Third Example: (Option C 860): Single Selected Process Mechanism for
Soft-Surface Remediation Accomplished Via One Technical Mechanism
Option C 860 is an example option, whereby a single technical mechanism
802 is used to execute a single process mechanism and no other activity is
required. For example, in the case of option C 860, chemical technical
mechanism
845 is used as disinfecting/freshening mechanism 820.
Although the best mode contemplated by the inventors of carrying out the
present invention is disclosed above, practice of the present invention is not
limited thereto. It will be manifest that various additions, modifications and
rearrangements of the features of the present invention may be made without
deviating from the spirit and scope of the underlying inventive concept.

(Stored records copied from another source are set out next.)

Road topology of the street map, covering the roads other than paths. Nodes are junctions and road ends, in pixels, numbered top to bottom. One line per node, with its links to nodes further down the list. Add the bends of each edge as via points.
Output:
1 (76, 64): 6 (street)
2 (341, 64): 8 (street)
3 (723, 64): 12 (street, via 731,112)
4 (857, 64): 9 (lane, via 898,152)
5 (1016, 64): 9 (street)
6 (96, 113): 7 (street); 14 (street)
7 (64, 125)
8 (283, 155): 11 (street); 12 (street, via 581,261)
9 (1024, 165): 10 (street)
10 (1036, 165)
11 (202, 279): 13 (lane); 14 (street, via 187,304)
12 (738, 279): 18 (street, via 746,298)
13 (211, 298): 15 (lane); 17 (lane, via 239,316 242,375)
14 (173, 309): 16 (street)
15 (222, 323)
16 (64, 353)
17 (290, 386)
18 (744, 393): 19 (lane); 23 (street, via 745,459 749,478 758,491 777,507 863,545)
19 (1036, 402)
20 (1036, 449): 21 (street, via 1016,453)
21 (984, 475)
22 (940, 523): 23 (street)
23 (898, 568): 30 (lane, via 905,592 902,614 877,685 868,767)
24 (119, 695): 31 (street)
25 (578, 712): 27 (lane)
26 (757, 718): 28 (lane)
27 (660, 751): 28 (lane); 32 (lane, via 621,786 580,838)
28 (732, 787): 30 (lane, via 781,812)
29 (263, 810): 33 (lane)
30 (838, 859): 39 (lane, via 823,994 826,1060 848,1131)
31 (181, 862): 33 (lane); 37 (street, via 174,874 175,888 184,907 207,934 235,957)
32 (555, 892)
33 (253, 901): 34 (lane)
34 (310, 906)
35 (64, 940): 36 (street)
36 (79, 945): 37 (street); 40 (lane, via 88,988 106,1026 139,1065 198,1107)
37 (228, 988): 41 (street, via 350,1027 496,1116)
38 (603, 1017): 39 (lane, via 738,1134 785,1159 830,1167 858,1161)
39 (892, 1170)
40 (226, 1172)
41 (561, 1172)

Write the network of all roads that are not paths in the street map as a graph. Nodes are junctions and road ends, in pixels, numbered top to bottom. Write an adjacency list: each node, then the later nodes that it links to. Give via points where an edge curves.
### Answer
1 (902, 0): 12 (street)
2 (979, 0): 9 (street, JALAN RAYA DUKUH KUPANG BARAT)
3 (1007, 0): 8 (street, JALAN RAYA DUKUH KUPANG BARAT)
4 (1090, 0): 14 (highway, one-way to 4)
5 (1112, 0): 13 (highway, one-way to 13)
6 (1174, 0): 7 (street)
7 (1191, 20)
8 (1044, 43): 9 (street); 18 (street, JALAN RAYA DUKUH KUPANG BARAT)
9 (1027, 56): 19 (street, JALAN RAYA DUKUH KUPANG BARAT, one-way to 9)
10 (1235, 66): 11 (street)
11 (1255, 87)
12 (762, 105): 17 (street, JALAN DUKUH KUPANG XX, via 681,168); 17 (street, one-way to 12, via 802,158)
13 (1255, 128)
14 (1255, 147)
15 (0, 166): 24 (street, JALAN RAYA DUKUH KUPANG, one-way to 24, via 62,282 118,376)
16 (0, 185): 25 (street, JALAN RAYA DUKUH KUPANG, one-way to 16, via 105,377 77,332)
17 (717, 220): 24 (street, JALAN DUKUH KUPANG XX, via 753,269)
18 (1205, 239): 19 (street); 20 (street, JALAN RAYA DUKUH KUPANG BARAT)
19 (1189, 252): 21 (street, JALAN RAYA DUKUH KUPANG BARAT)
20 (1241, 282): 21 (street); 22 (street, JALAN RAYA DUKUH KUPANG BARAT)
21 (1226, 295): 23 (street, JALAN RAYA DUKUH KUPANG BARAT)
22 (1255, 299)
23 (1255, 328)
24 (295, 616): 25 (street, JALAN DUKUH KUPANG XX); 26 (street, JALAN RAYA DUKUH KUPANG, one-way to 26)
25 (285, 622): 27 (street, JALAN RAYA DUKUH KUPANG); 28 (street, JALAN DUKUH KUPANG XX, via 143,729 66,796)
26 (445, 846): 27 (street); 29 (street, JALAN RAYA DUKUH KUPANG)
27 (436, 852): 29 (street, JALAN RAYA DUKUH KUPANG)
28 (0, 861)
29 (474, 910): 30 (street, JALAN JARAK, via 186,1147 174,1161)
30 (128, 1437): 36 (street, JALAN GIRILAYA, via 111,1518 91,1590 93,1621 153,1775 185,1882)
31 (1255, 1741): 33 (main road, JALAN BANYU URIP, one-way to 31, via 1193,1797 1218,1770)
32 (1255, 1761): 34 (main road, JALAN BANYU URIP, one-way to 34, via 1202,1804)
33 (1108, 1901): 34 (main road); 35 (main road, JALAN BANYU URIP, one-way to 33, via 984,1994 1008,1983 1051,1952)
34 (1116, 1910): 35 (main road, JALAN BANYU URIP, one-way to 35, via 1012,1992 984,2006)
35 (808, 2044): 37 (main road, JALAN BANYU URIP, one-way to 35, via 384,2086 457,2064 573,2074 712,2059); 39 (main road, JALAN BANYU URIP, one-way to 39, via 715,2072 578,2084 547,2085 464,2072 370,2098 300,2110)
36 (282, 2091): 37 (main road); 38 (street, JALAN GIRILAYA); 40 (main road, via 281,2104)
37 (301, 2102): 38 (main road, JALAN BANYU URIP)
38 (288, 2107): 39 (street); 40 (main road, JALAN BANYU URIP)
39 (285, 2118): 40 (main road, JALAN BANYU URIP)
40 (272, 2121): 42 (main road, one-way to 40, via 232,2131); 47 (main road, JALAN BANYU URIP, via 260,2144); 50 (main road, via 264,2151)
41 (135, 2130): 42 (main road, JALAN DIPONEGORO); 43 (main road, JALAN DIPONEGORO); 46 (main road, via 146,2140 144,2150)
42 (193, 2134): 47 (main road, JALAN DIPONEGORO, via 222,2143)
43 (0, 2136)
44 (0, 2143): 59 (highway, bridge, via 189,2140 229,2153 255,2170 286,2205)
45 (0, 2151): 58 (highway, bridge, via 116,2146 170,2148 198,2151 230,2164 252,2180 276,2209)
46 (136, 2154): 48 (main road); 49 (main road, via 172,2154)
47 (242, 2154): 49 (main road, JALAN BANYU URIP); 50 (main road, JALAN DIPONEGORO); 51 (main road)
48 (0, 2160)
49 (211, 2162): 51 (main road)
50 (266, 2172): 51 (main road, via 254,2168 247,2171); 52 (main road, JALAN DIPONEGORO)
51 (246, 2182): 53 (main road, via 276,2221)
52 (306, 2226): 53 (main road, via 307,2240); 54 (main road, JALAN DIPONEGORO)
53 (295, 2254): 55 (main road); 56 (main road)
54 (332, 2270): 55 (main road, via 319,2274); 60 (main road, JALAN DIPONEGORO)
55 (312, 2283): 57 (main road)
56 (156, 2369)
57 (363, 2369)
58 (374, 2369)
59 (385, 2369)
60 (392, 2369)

In addition, the individual components need not be fabricated from the
disclosed materials, but could be fabricated from virtually any suitable
materials.
Moreover, the individual components need not be formed in the disclosed
shapes, or assembled in the disclosed configuration, but could be provided in
virtually any shape, and assembled in virtually any configuration. Further,
although may components described herein are physically separate modules, it
will be manifest that they may be integrated into the apparatus with which
they are
associated. Furthermore, all the disclosed features of each disclosed
embodiment
can be combined with, or substituted for, the disclosed features of every
other
disclosed embodiment except where such features are mutually exclusive.
It is intended that the appended claims cover all such additions,
modifications and rearrangements. Expedient embodiments of the present
invention are differentiated by the appended claims.